Start of THE RECORDS
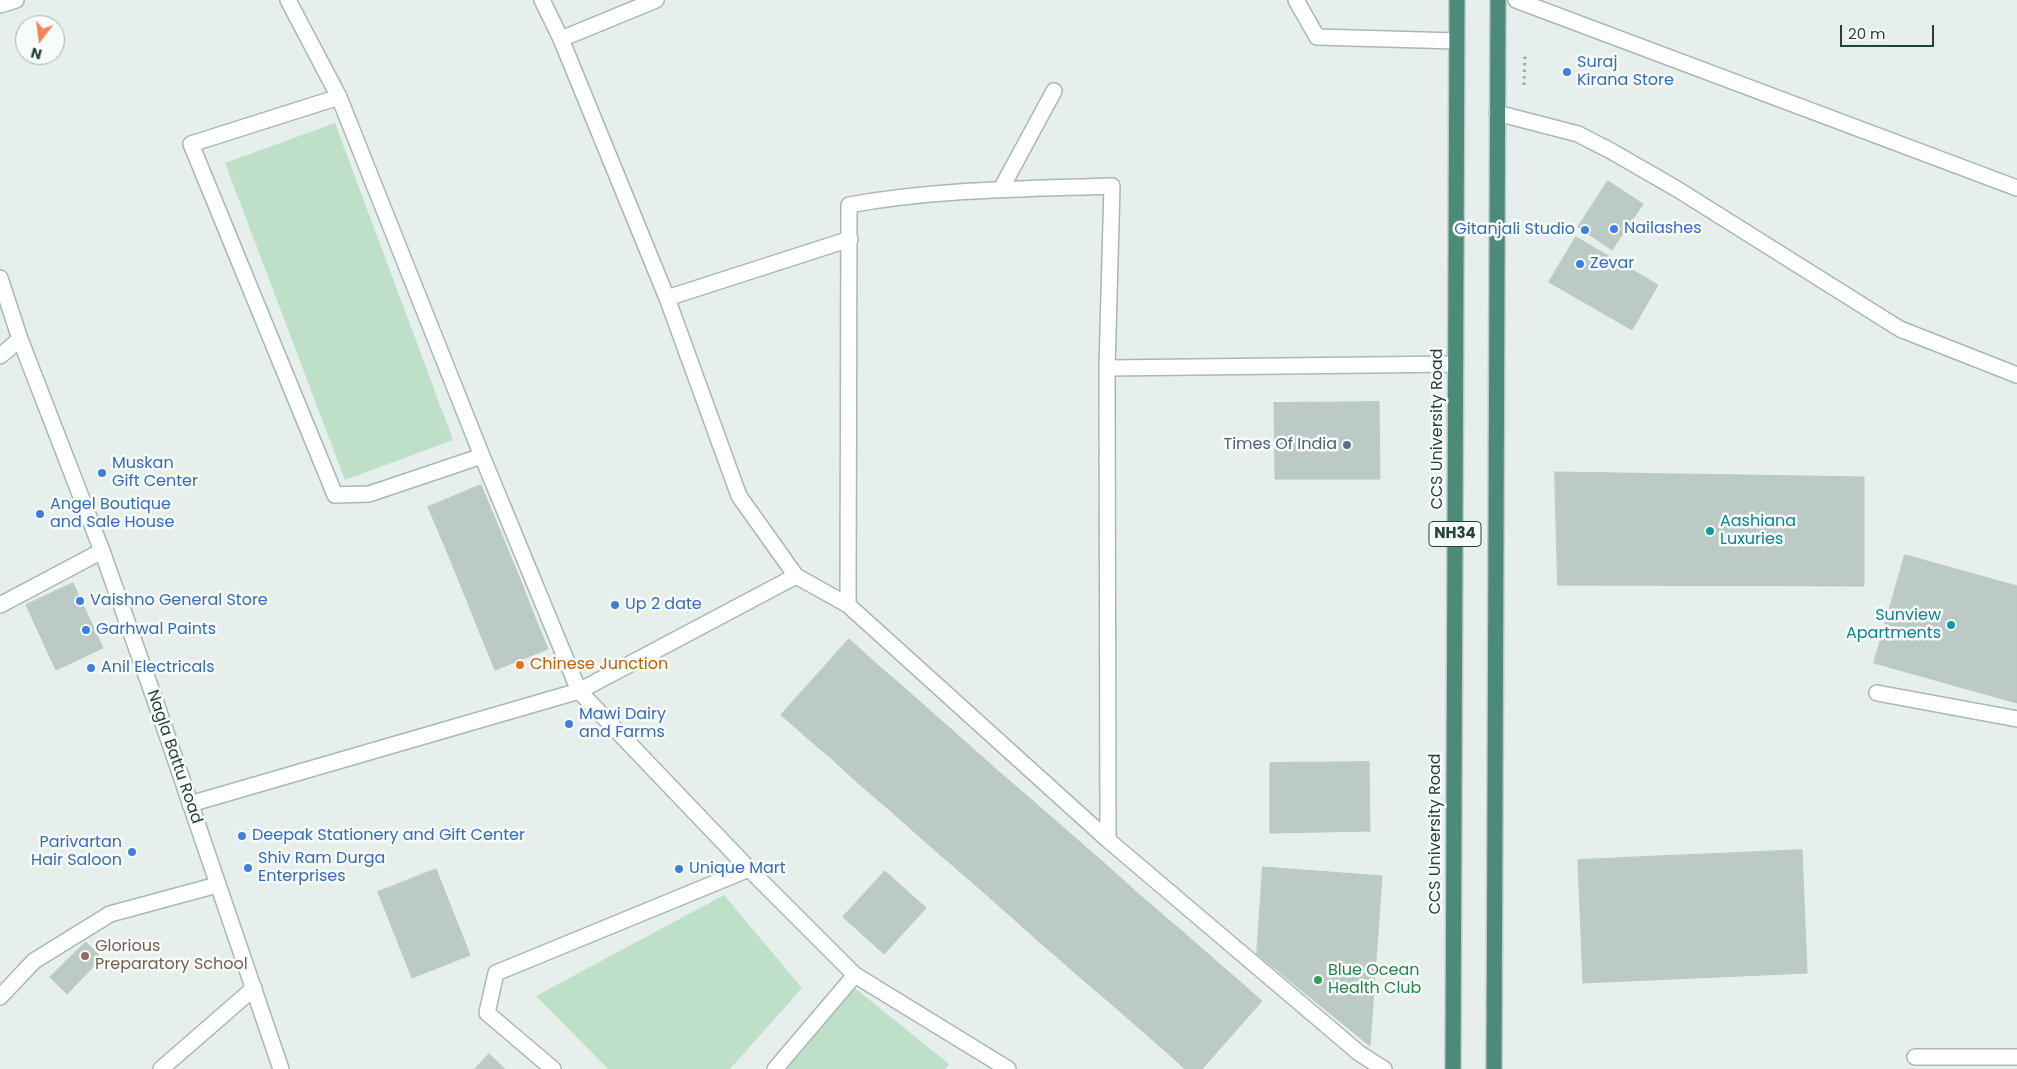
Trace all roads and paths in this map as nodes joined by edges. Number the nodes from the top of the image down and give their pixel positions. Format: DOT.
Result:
graph roads {
  1 [pos="16,0"];
  2 [pos="288,0"];
  3 [pos="542,0"];
  4 [pos="656,0"];
  5 [pos="1296,0"];
  6 [pos="1457,0"];
  7 [pos="1498,0"];
  8 [pos="1516,0"];
  9 [pos="0,5"];
  10 [pos="561,39"];
  11 [pos="1457,41"];
  12 [pos="1054,91"];
  13 [pos="339,97"];
  14 [pos="1497,113"];
  15 [pos="2017,188"];
  16 [pos="1001,190"];
  17 [pos="850,239"];
  18 [pos="0,278"];
  19 [pos="667,298"];
  20 [pos="20,339"];
  21 [pos="0,356"];
  22 [pos="1456,364"];
  23 [pos="1107,368"];
  24 [pos="2017,375"];
  25 [pos="482,456"];
  26 [pos="102,551"];
  27 [pos="796,576"];
  28 [pos="0,605"];
  29 [pos="848,605"];
  30 [pos="579,690"];
  31 [pos="1877,693"];
  32 [pos="2017,719"];
  33 [pos="190,804"];
  34 [pos="1108,840"];
  35 [pos="749,869"];
  36 [pos="217,885"];
  37 [pos="854,975"];
  38 [pos="254,988"];
  39 [pos="0,997"];
  40 [pos="1914,1057"];
  41 [pos="2017,1057"];
  42 [pos="161,1069"];
  43 [pos="281,1069"];
  44 [pos="553,1069"];
  45 [pos="775,1069"];
  46 [pos="1008,1069"];
  47 [pos="1384,1069"];
  48 [pos="1453,1069"];
  49 [pos="1494,1069"];
  1 -- 9 [label="street"];
  2 -- 13 [label="street"];
  3 -- 10 [label="street"];
  4 -- 10 [label="street"];
  5 -- 11 [label="street"];
  6 -- 11 [label="highway, CCS University Road / NH34"];
  7 -- 14 [label="highway, NH34"];
  8 -- 15 [label="street"];
  10 -- 19 [label="street"];
  11 -- 22 [label="highway, CCS University Road / NH34"];
  12 -- 16 [label="street"];
  13 -- 25 [label="street"];
  13 -- 25 [label="street"];
  14 -- 24 [label="street"];
  14 -- 49 [label="highway, NH34"];
  16 -- 17 [label="street"];
  16 -- 23 [label="street"];
  17 -- 19 [label="street"];
  17 -- 29 [label="street"];
  18 -- 20 [label="street, Nagla Battu Road"];
  19 -- 27 [label="street"];
  20 -- 21 [label="street"];
  20 -- 26 [label="street, Nagla Battu Road"];
  22 -- 23 [label="street"];
  22 -- 48 [label="highway, CCS University Road / NH34"];
  23 -- 34 [label="street"];
  25 -- 30 [label="street"];
  26 -- 28 [label="street"];
  26 -- 33 [label="street, Nagla Battu Road"];
  27 -- 29 [label="street"];
  27 -- 30 [label="street"];
  29 -- 34 [label="street"];
  30 -- 33 [label="street"];
  30 -- 35 [label="street"];
  31 -- 32 [label="street"];
  33 -- 36 [label="street, Nagla Battu Road"];
  34 -- 47 [label="street"];
  35 -- 37 [label="street"];
  35 -- 44 [label="street"];
  36 -- 38 [label="street, Nagla Battu Road"];
  36 -- 39 [label="street"];
  37 -- 45 [label="street"];
  37 -- 46 [label="street"];
  38 -- 42 [label="street"];
  38 -- 43 [label="street, Nagla Battu Road"];
  40 -- 41 [label="street"];
}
End of THE RECORDS
#### [TASK REQUIREMENTS]
Read through the entries and copy each line in which "roads" appears.

#### [WRITTEN RESPONSE]
Trace all roads and paths in this map as nodes joined by edges. Number the nodes from the top of the image down and give their pixel positions. Format: DOT.
graph roads {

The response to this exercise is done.